Uninfluenceable agents
post by Stuart Armstrong 954 days ago | Vanessa Kosoy and Patrick LaVictoire like this | 7 comments

A putative new idea for AI control; index here.

After explaining biased learning processes, we can now define influenceable (and uninfluenceable) learning processes.

Recall that the (unbiased) influence problem is due to agents randomising their preferences, as a sort of artificial learning’ process, if the real learning process is slow or incomplete.

Suppose we had a learning process that it wasn’t possible to influence. What would that resemble? It seems like it must be something where the outcome of the learning process depends only upon so outside fact about the universe, a fact the agent has no control over.
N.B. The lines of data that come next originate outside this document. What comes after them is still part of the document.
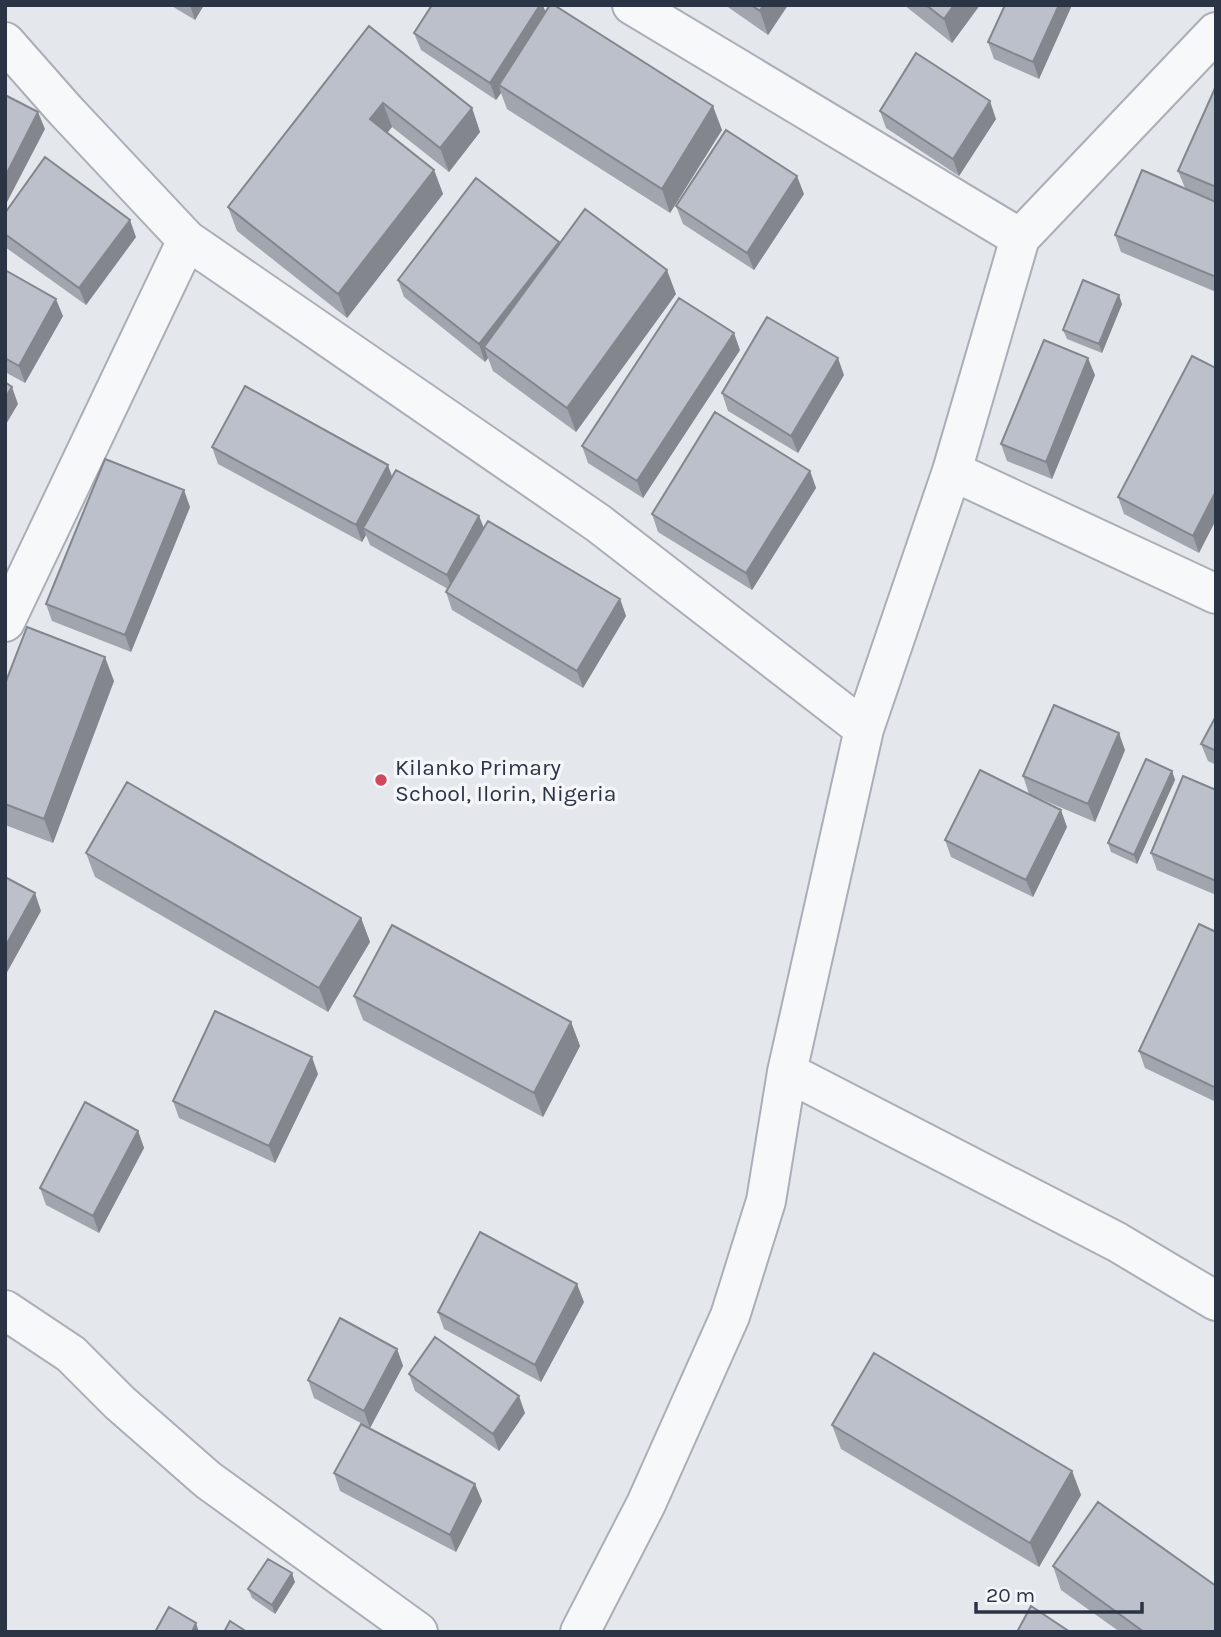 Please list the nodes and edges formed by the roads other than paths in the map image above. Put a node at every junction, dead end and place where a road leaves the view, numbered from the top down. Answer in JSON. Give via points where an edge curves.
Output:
{"nodes":[{"id":1,"x":632,"y":5,"type":"edge"},
{"id":2,"x":1216,"y":32,"type":"edge"},
{"id":3,"x":5,"y":42,"type":"edge"},
{"id":4,"x":1020,"y":238,"type":"junction"},
{"id":5,"x":187,"y":240,"type":"junction"},
{"id":6,"x":952,"y":471,"type":"junction"},
{"id":7,"x":1216,"y":594,"type":"edge"},
{"id":8,"x":5,"y":622,"type":"edge"},
{"id":9,"x":864,"y":729,"type":"junction"},
{"id":10,"x":788,"y":1072,"type":"junction"},
{"id":11,"x":1216,"y":1301,"type":"edge"},
{"id":12,"x":5,"y":1310,"type":"edge"},
{"id":13,"x":418,"y":1632,"type":"edge"},
{"id":14,"x":580,"y":1632,"type":"edge"}],
"edges":[{"from":1,"to":4,"type":"street"},
{"from":2,"to":4,"type":"street"},
{"from":3,"to":5,"type":"street"},
{"from":4,"to":6,"type":"street"},
{"from":5,"to":8,"type":"street"},
{"from":5,"to":9,"type":"street","via":[[598,523]]},
{"from":6,"to":7,"type":"street"},
{"from":6,"to":9,"type":"street"},
{"from":9,"to":10,"type":"street"},
{"from":10,"to":11,"type":"street","via":[[1117,1242]]},
{"from":10,"to":14,"type":"street","via":[[766,1201],[730,1316],[646,1504]]},
{"from":12,"to":13,"type":"street","via":[[71,1354],[208,1480]]}]}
Definition: A learning process $$\vd$$ on the POMDP $$\env$$ is initial-state determined if there exists a function $$f_\vd: \mathcal{S}\to\Delta\mathcal{R}$$ such that $$\vd$$ factors through knowledge of the initial state $$s_0$$. In other words:

• $$\vd(\cdot\mid h_m)=\sum_{s\in\mathcal{S}} \env(s_0=s\mid h_m)f_\vd(s).$$

Thus uncertainty about the correct reward function comes only from uncertainty about the initial state $$s_0$$.

This is a partial definition, but an incomplete one. To finalise it, we need the concept of counterfactually equivalent POMDPs:

Definition: A learning process $$\vd$$ on $$\env$$ is uninfluenceable if there exists a counterfactually equivalent $$\env'$$ such that $$\vd$$ is initial-state determined on $$\env'$$.

Though the definition of unbiased and uninfluenceable seem quite different, they’re actually quite closely related, as we’ll see in a subsequent post. Uninfluenceable can be seen as unbiased in all background info about the universe’. In old notation terms, bias is explored in the sophisticated cake or death problem, (unibased) influence in the ultra-sophisticated version.

# Example

Consider the environment $$\env$$ presented here:

In this POMDP (actually MDP, since it’s fully observed), the agent can wait for a human to confirm the correct reward function (action $$a^w$$) or randomise its reward (action $$a^r$$). After either actions, the agent gets equally likely feedback $$0$$ or $$1$$ (states $$s^{wi}$$ and $$s^{ri}$$, $$0\leq i \leq 1$$).

We have two plausible learning processes: $$\vd$$, where the agent learns only from the human input, and $$\vd'$$, where the agent learns from either action. Technically:

• $$\vd(R_i\mid o_0a^wo^{wi})=\vd'(R_i\mid o_0a^wo^{wi})=1$$,
• $$\vd(R_i\mid o_0a^wo^{wj})=0.5$$ for all $$0\leq i,j \leq 1$$,
• $$\vd'(R_i\mid o_0a^wo^{wi})=1$$,

with all other probabilities zero.

Now, $$\env$$ is counterfactually equivalent to $$\env''$$:

And on $$\env''$$, $$\vd$$ is clearly initial-state determined (with $$f_{\vd}(s_0^i)(R_i)=1$$), and is thus uninfluenceable on $$\env''$$ and $$\env$$.

On the other hand, $$\vd'$$ is initial-state determined on $$\env'$$:

However, $$\env'$$ is not counterfactually equivalent to $$\env$$. In fact, there is no PORMDP counterfactually equivalent to $$\env$$ on which $$\vd'$$ is initial-state determined, so $$\vd'$$ is not uninfluenceable.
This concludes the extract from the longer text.